The rupee recovered from a low of 60.89 to close at 60.44 against the dollar after the Reserve Bank of India moved to stem speculation in the currency markets.

The RBI ruled that foreign institutional investors would require a mandate from participatory note (P-Note) holders to hedge on their behalf. This move, traders say, will help in reducing volatility in the spot currency as well as the futures markets.

“The new announcement helped the rupee to gain in the last session of the day’s trade as foreign banks sold dollars after the RBI announcement,” said a senior treasury official of a public sector bank.

The RBI is trying to contain the volatility and the extent of its success will be known in a month or so, the official said.

Intraday, the rupee moved between a high of 60.26 and a low of 60.89, respectively.

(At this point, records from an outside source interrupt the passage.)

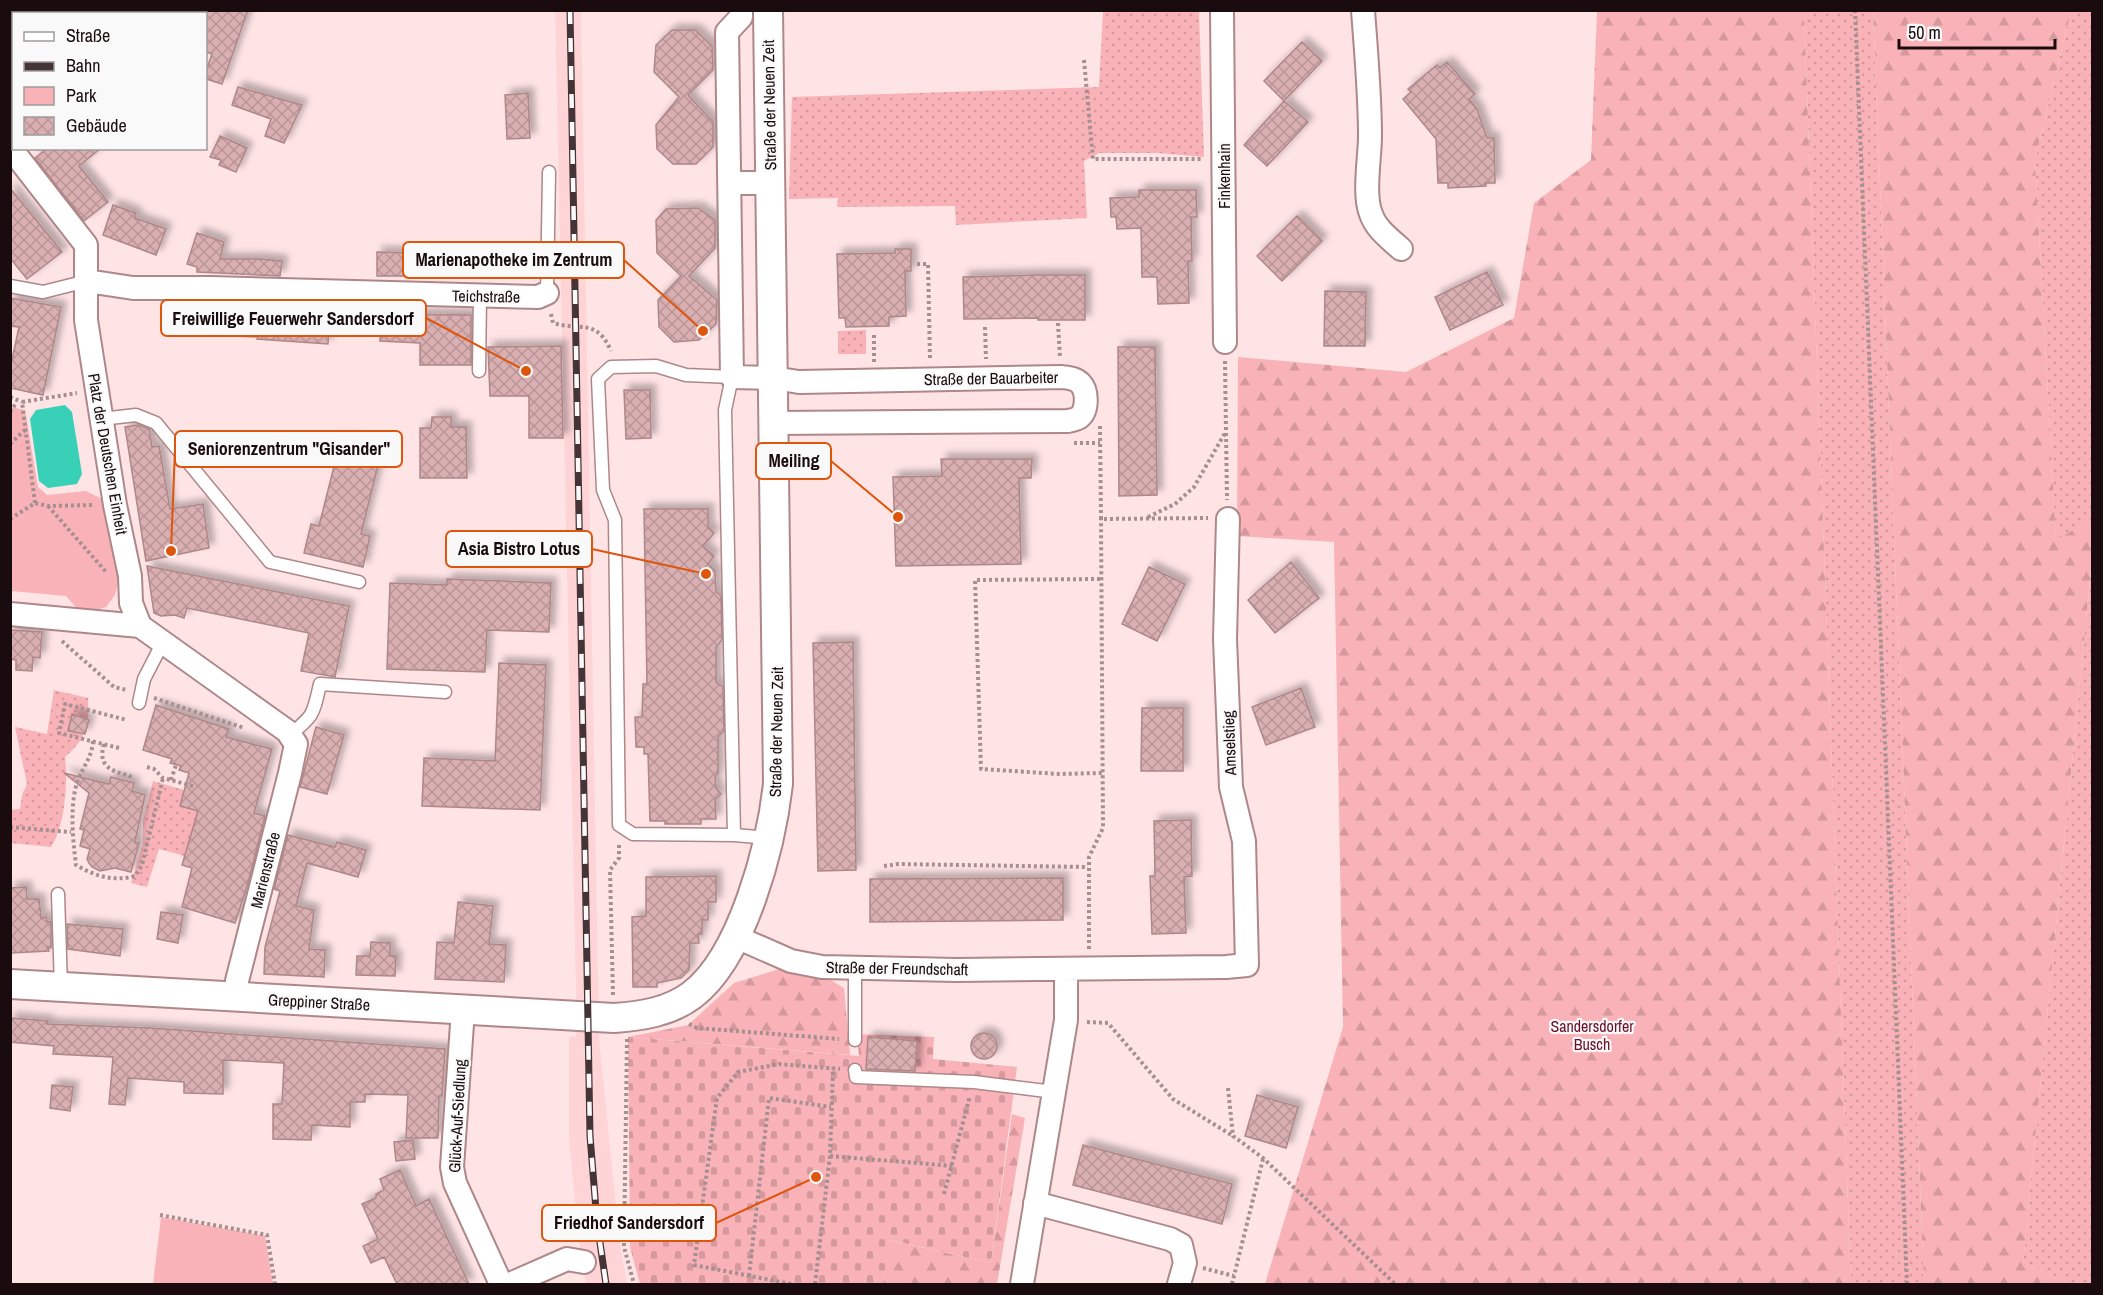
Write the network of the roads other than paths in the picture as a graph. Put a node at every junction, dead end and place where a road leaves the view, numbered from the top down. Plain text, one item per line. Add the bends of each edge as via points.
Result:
1 (1222, 10) edge
2 (1363, 10) edge
3 (754, 16) edge
4 (21, 158) edge
5 (549, 172) dead end
6 (730, 183) junction
7 (770, 183) junction
8 (1401, 249) dead end
9 (87, 281) junction
10 (10, 286) edge
11 (547, 293) joint
12 (480, 296) junction
13 (1225, 342) road end
14 (479, 371) dead end
15 (732, 377) junction
16 (773, 378) junction
17 (101, 419) junction
18 (773, 423) junction
19 (1228, 519) road end
20 (359, 582) dead end
21 (10, 615) edge
22 (140, 626) junction
23 (162, 644) junction
24 (445, 692) dead end
25 (141, 699) road end
26 (293, 740) junction
27 (734, 835) junction
28 (770, 838) junction
29 (58, 894) dead end
30 (734, 936) junction
31 (1247, 965) joint
32 (855, 968) junction
33 (1066, 969) junction
34 (10, 984) edge
35 (61, 987) junction
36 (237, 997) junction
37 (463, 1010) junction
38 (621, 1017) joint
39 (855, 1040) road end
40 (855, 1070) road end
41 (1054, 1092) junction
42 (1035, 1203) junction
43 (584, 1262) dead end
44 (1182, 1274) edge
45 (501, 1284) edge
46 (510, 1284) edge
47 (1022, 1284) edge

1 - 13 street, Finkenhain
2 - 8 street via 1369,84 1370,214
3 - 6 street, Straße der Neuen Zeit via 728,32
3 - 7 street, Straße der Neuen Zeit
4 - 9 street via 86,245
5 - 11 lane
6 - 7 street, Straße der Neuen Zeit
6 - 15 street, Straße der Neuen Zeit
7 - 16 street, Straße der Neuen Zeit
9 - 10 lane, Teichstraße via 43,292
9 - 12 street, Teichstraße via 133,288
9 - 17 street, Platz der Deutschen Einheit via 86,320
11 - 12 street, Teichstraße via 538,297
12 - 14 lane
15 - 16 street
15 - 27 lane via 725,410
15 - 27 lane via 686,375 656,366 611,367 598,379 603,490 615,520 619,825 633,834
16 - 18 street, Straße der Neuen Zeit
16 - 18 street, Straße der Bauarbeiter via 800,382 1062,377 1081,384 1086,403 1078,418 1068,421
17 - 20 lane via 136,415 156,423 270,562
17 - 22 street, Platz der Deutschen Einheit via 130,576 131,603
18 - 28 street, Straße der Neuen Zeit via 778,761
19 - 31 street, Amselstieg via 1225,639 1231,787 1244,841
21 - 22 street
22 - 23 street
23 - 25 lane via 144,679
23 - 26 street via 287,731
24 - 26 lane via 320,684 314,711
26 - 36 street, Marienstraße via 287,784 237,981
27 - 28 lane
28 - 30 street, Straße der Neuen Zeit
29 - 35 lane
30 - 32 street, Straße der Freundschaft via 791,961
30 - 38 street, Straße der Neuen Zeit via 716,970 691,995 660,1012
31 - 33 street, Straße der Freundschaft
32 - 33 street, Straße der Freundschaft
32 - 39 lane
33 - 41 street via 1066,1020
34 - 35 street, Greppiner Straße
35 - 36 street, Greppiner Straße
36 - 37 street, Greppiner Straße
37 - 38 street, Greppiner Straße
37 - 45 street, Glück-Auf-Siedlung via 452,1167 455,1183
40 - 41 lane via 856,1077 974,1082
41 - 42 street
42 - 44 street via 1170,1239 1180,1245
42 - 47 street
43 - 46 street via 567,1259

Earlier, Finance Minister P. Chidambaram promised more measures to prop up the currency, such as reducing the amount of non-essential imports and issue of quasi-sovereign bonds.

Call drops, bond yields soften

The inter-bank call money rates, the rates at which banks borrow short-term funds from each other, fell to 7.50 per cent at close from previous close of 9.75 per cent.

The benchmark 7.16 per cent government security, which matures in 2023, closed higher at Rs 93.93 from previous close of Rs 93.25. Yields on the benchmark G-Sec softened to 8.06 per cent from previous close of 8.17 per cent.

Once the RBI withdraws the liquidity tightening measures, yields will soften further, according to a bond market dealer.